─── Information shown

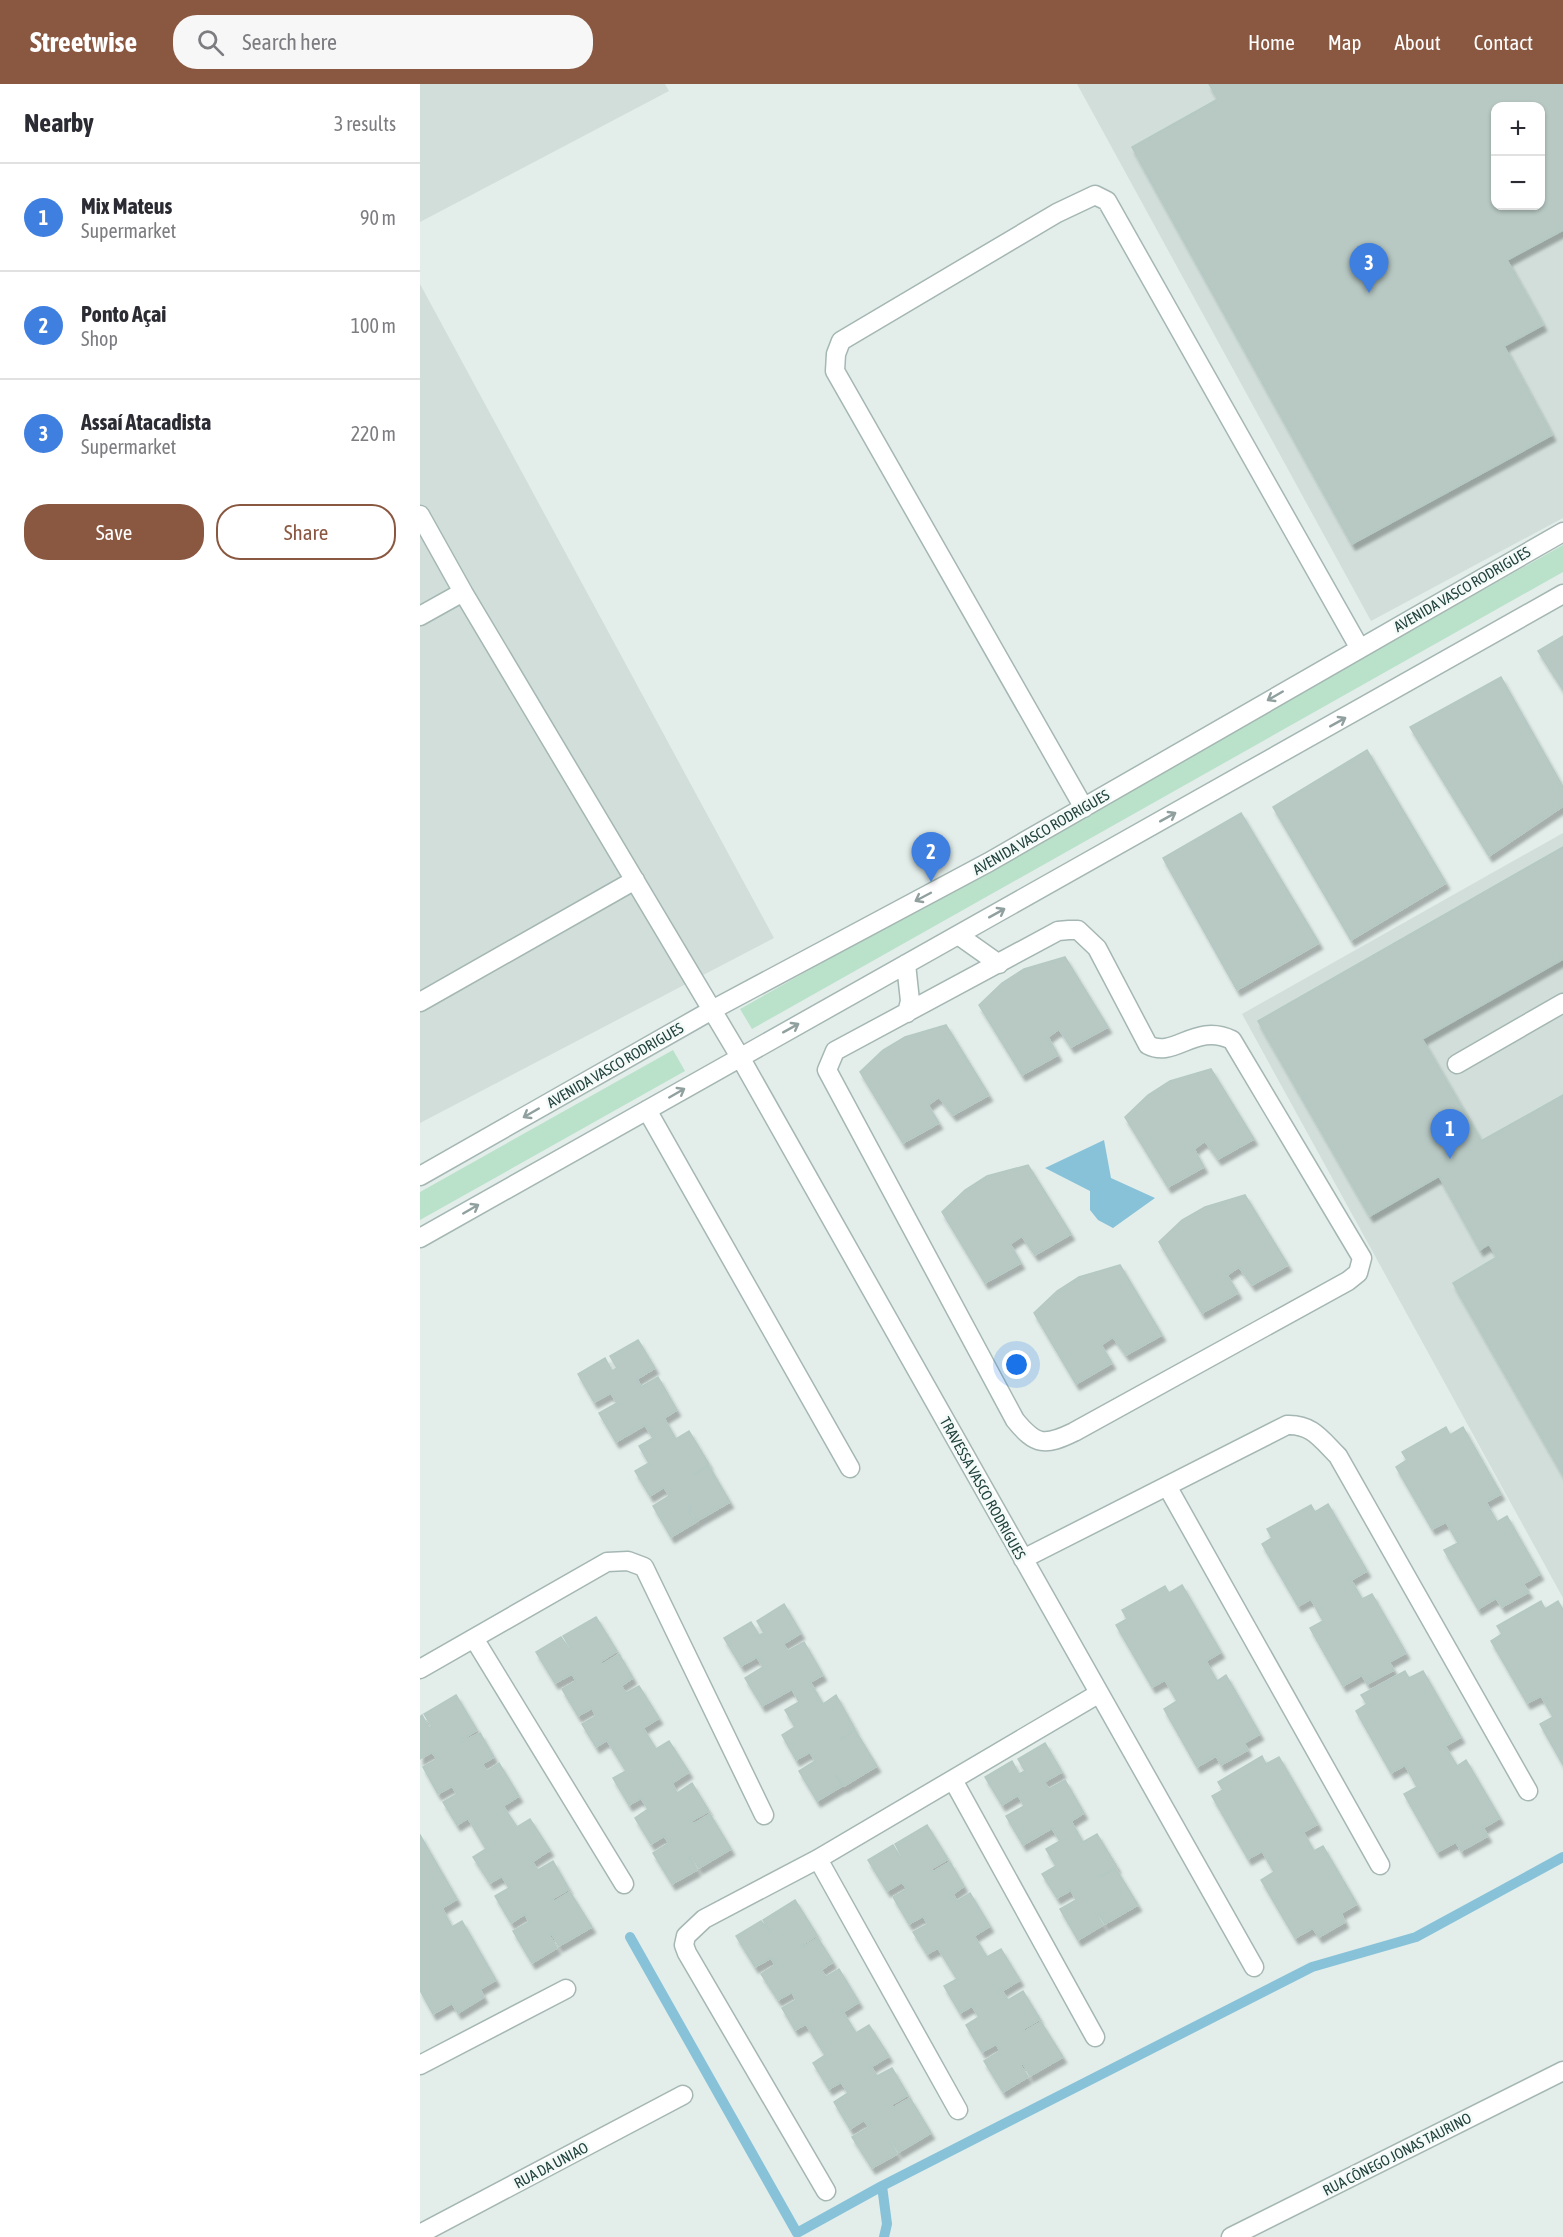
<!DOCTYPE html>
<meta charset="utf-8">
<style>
:root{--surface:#fff;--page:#f7f7f7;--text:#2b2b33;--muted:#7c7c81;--line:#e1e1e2;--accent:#8a5841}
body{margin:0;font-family:"Asap Condensed",sans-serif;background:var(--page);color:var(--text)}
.controls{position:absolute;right:18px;top:18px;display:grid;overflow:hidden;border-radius:12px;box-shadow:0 2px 4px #0004}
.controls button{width:54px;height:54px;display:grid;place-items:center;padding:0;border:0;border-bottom:2px solid var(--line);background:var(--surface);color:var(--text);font:30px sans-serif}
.you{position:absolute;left:597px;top:1281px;width:21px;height:21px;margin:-15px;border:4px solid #fff;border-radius:50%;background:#1a73e8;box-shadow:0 0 0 9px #1a73e833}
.badge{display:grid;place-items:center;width:39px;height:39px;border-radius:50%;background:var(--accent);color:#fff;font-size:20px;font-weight:700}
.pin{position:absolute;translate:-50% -50px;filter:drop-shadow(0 2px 3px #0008)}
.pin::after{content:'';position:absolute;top:32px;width:21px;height:18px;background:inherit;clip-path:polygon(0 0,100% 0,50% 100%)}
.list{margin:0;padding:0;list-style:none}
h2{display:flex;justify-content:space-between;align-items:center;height:78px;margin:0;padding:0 24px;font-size:26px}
h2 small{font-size:20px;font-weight:400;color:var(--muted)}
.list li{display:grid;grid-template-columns:39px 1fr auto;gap:18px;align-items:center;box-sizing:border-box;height:108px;padding:0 24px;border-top:2px solid var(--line)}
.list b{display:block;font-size:22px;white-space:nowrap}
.list p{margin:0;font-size:20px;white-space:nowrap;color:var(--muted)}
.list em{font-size:20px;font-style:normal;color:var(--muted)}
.actions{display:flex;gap:12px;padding:18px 24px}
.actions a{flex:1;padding:14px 0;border:2px solid var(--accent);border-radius:24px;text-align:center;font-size:21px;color:var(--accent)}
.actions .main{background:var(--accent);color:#fff}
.icon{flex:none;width:33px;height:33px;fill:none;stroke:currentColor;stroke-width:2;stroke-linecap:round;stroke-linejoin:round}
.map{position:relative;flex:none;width:1143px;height:2153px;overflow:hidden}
header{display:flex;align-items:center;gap:36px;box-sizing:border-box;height:84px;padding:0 30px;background:var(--accent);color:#fff}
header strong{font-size:28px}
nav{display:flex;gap:33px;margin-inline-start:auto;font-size:21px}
.search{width:420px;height:54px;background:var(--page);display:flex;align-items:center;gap:15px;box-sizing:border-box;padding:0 21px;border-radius:24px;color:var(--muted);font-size:22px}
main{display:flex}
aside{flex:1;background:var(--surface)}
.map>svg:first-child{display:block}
</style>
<header>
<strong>Streetwise</strong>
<div class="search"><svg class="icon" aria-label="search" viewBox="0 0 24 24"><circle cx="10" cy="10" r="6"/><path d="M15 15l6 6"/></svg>Search here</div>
<nav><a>Home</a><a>Map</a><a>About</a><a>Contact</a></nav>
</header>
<main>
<aside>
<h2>Nearby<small>3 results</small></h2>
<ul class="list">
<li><span class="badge" style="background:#3f7fe0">1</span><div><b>Mix Mateus</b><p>Supermarket</p></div><em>90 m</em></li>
<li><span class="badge" style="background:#3f7fe0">2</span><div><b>Ponto Açai</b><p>Shop</p></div><em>100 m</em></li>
<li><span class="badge" style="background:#3f7fe0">3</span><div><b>Assaí Atacadista</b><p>Supermarket</p></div><em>220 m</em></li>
</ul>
<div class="actions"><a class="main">Save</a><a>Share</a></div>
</aside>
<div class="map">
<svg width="1143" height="2153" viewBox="0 0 1143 2153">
<defs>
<filter id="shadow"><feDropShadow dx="3.5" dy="6" stdDeviation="1.5" flood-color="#0004"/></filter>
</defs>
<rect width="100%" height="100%" fill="#e3eeeb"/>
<path fill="#d1deda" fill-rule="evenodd" d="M0,0H245L249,7L0,138Z
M657,0H1143V434L951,537ZM1076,22H1120V122H1076Z
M0,200L354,854L0,1039Z
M1143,749V1514L822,930Z"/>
<path fill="#bae1c9" d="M1143,461V488L332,945L320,925Z
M253,966L265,987L0,1136V1108Z"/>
<path fill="#87c2d8" d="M684,1056L691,1094L735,1114L693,1144L678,1136L670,1126V1107L625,1084Z"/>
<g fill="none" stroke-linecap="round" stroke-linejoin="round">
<path stroke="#87c2d8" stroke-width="10" d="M210,1853L377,2149L462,2102L892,1883L996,1853L1143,1773
M462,2102L467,2140L464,2153"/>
</g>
<path fill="#b8c9c4" stroke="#b5c9c3" stroke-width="1.5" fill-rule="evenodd" filter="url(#shadow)" d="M789,0H1143V146L1087,176L1123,241L1084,262L1132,351L932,460L712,63L798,15ZM1076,22H1120V122H1076Z
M1143,552V606L1118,567Z
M1081,593L1143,703V722L1069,772L990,643Z
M947,666L1026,799L931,856L853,723Z
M821,729L899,859L817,906L743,774Z
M1143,763V875L1002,955L1061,1057L1143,1011V1391L1033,1199L1077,1173L1069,1160L1060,1166L1019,1092L950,1132L838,937Z
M645,873L688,943L651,963L639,945L628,953L638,971L602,991L559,921L582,899L604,885Z
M526,941L569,1011L533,1031L519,1013L508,1021L519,1039L483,1059L440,988L463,966L485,953Z
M791,985L834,1055L798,1075L785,1057L774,1065L784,1083L748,1103L705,1033L728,1011L750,997Z
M608,1081L651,1150L615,1171L602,1152L590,1160L601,1179L565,1199L522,1128L545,1106L567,1092Z
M825,1111L868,1181L832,1201L819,1183L807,1191L818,1209L782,1229L739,1158L762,1136L785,1123Z
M700,1181L742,1251L706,1271L693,1253L681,1261L692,1279L656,1300L614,1229L637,1207L659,1193Z
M218,1256L235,1284L217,1295L221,1303L238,1293L257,1326L244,1334L256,1355L269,1347L289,1380L272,1392L289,1382L310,1418L277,1437L270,1424L268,1426L276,1438L251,1453L233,1422L249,1412L244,1403L230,1412L215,1387L229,1379L219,1362L233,1354L225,1341L196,1358L179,1329L197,1319L191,1309L174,1318L158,1290L185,1274L192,1287L197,1284L190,1272Z
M1026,1343L1030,1351L1043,1343L1081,1410L1066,1418L1077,1438L1087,1432L1120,1490L1103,1500L1109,1508L1082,1523L1076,1514L1058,1525L1024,1466L1038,1459L1026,1438L1012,1445L976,1383L987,1376L982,1368Z
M908,1420L947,1487L931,1496L942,1515L952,1510L986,1569L969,1578L974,1586L947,1600L942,1591L923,1602L890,1544L903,1537L891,1515L878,1522L842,1460L852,1454L847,1445L891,1421L895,1428Z
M762,1501L801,1568L786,1577L797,1597L806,1591L840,1650L824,1659L828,1666L801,1681L796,1672L777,1683L744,1625L757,1617L745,1596L732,1603L696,1541L707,1535L702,1526L745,1502L749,1509Z
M1121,1517L1125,1525L1138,1517L1143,1526V1681L1120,1640L1133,1633L1121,1612L1107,1619L1071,1557L1082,1550L1077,1542Z
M364,1520L381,1549L363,1560L368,1567L384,1558L403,1591L390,1598L403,1620L416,1611L435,1645L419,1656L435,1646L457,1682L424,1702L414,1690L422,1702L397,1717L379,1687L395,1677L390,1668L376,1676L362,1651L375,1643L365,1626L379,1618L372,1605L342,1622L325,1594L343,1583L337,1573L321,1582L304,1554L331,1538L339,1551L344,1549L337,1537Z
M176,1533L197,1567L180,1578L182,1581L199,1570L213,1594L201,1602L206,1609L219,1602L239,1634L223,1644L236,1665L249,1657L269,1688L252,1699L257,1709L272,1699L289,1727L271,1737L274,1740L290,1730L311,1765L279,1784L272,1772L270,1773L277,1786L252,1800L233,1769L249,1759L244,1752L231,1760L215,1734L228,1725L221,1714L209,1721L193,1694L206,1687L187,1656L176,1663L162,1640L176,1632L172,1624L158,1632L142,1605L156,1597L152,1590L135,1599L116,1568L141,1553L149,1565L151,1564L143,1552Z
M985,1587L989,1594L1003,1587L1041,1653L1025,1662L1037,1682L1046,1676L1080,1734L1063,1744L1068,1752L1041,1767L1036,1758L1017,1768L984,1710L997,1703L985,1681L971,1689L936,1627L947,1620L941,1611Z
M36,1611L57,1646L41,1656L42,1658L60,1649L74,1673L62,1680L67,1687L79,1679L99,1712L83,1722L97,1743L110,1735L130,1766L112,1778L118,1786L133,1777L149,1805L132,1815L134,1818L150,1808L172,1843L139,1862L132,1850L129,1851L137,1864L112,1879L93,1847L109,1838L105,1830L91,1839L75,1812L89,1804L82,1792L70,1799L53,1773L66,1765L48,1734L37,1741L23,1718L37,1710L32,1702L18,1710L3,1683L17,1675L12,1668L0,1675V1633L2,1631L9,1644L12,1642L4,1630Z
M625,1659L642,1688L624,1698L629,1705L645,1696L664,1729L651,1737L663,1758L677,1750L697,1783L679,1793L696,1785L718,1821L685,1840L677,1827L675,1829L683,1841L658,1856L640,1825L656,1816L651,1806L637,1814L622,1790L636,1782L626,1765L640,1757L632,1744L603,1761L586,1732L604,1722L598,1711L582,1721L565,1693L592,1677L599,1690L605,1687L598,1675Z
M842,1672L846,1680L859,1673L898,1740L883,1748L894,1767L903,1762L937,1820L921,1829L925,1838L899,1853L893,1844L875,1854L841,1796L854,1788L842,1767L828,1775L792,1712L803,1706L798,1698Z
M507,1741L528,1775L511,1785L513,1788L530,1778L544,1802L533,1810L537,1817L550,1809L570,1842L554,1852L567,1873L581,1865L600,1896L582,1907L588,1916L603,1907L620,1935L603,1945L604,1948L621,1938L643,1973L610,1992L603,1979L600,1981L608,1993L583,2008L564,1977L580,1967L576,1960L562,1968L546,1941L559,1933L552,1922L540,1929L524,1902L537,1895L518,1864L507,1870L493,1848L508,1840L503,1832L489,1840L473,1813L487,1805L482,1798L467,1807L448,1776L473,1761L480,1773L482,1772L475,1760Z
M0,1751L37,1815L22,1824L32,1843L42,1837L76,1896L60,1905L64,1913L38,1929L32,1919L13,1930L0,1906Z
M375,1816L397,1851L380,1862L382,1864L398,1854L413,1878L401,1886L406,1893L419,1885L439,1918L423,1928L436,1949L449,1941L469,1972L451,1983L457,1992L472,1984L488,2011L471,2021L473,2024L490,2014L511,2049L479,2068L471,2056L469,2057L477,2070L452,2084L432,2053L449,2043L444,2036L430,2045L414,2018L428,2009L421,1998L409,2005L393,1979L405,1971L386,1940L375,1946L362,1924L376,1916L372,1908L358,1916L341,1890L355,1881L351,1874L335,1883L316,1852L341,1837L351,1849L343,1836Z"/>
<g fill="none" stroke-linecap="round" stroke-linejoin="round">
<g stroke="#a5b7b3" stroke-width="21">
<path id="minor" d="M0,431L43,508L320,973L834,1883
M0,532L43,508
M664,724L415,287L416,270L421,257L637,129L675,111L687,117L939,563
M649,846H658L677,864L728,961C755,975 775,938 812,956L942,1174L938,1189L928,1197L654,1348C625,1362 616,1362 595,1336L407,986L415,967L638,847Z
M538,851L579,880
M486,880L490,917L487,929
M0,918L215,796
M1037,980L1143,919
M227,1026L430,1384
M0,1092L292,926L569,778L1143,448
M0,1154L1143,510
M747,1402L960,1781
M603,1475L867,1341C892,1340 901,1355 918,1372L1108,1707
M55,1556L204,1800
M0,1585L187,1478L208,1477L224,1483L344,1731
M533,1696L675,1953
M398,1775L538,2026
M0,1981L146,1905
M406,2107L267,1869L264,1861L266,1852L284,1835L398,1775L678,1610
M0,2150L263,2011
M811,2153L1143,1987"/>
</g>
<use href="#minor" stroke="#fff" stroke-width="18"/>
</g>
<defs><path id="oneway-shaft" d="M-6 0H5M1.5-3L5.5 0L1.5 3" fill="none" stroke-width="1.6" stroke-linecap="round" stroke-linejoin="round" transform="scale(1.5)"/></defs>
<g stroke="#90a09e">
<use href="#oneway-shaft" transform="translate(855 612) rotate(150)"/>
<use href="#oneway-shaft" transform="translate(918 638) rotate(-29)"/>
<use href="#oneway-shaft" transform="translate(748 733) rotate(-29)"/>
<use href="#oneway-shaft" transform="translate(503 813) rotate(152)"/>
<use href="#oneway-shaft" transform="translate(577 829) rotate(-29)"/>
<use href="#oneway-shaft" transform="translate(371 944) rotate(-29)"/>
<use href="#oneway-shaft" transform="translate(257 1009) rotate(-30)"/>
<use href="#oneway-shaft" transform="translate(111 1029) rotate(150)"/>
<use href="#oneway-shaft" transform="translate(51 1125) rotate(-30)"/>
</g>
<g text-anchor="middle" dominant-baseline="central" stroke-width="5" stroke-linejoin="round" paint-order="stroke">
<g font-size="15" fill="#21423d" stroke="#f4faf8">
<text transform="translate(1042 505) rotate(-30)">AVENIDA VASCO RODRIGUES</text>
<text transform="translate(621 748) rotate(-30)">AVENIDA VASCO RODRIGUES</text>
<text transform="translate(195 981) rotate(-30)">AVENIDA VASCO RODRIGUES</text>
<text transform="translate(563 1404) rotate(61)">TRAVESSA VASCO RODRIGUES</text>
<text transform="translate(977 2070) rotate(-27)">RUA CÔNEGO JONAS TAURINO</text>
<text transform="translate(131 2081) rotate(-28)">RUA DA UNIAO</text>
</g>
</g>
</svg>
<div class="controls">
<button>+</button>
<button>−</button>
</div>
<div class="you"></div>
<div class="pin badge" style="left:1030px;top:1075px;background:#3f7fe0">1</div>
<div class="pin badge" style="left:511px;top:798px;background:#3f7fe0">2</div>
<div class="pin badge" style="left:949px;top:209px;background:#3f7fe0">3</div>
</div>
</main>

──────

An exact copy of the lines from the one with "<button>+</button>" through the final line of the entries is the whole answer.

*Written response:*
<button>+</button>
<button>−</button>
</div>
<div class="you"></div>
<div class="pin badge" style="left:1030px;top:1075px;background:#3f7fe0">1</div>
<div class="pin badge" style="left:511px;top:798px;background:#3f7fe0">2</div>
<div class="pin badge" style="left:949px;top:209px;background:#3f7fe0">3</div>
</div>
</main>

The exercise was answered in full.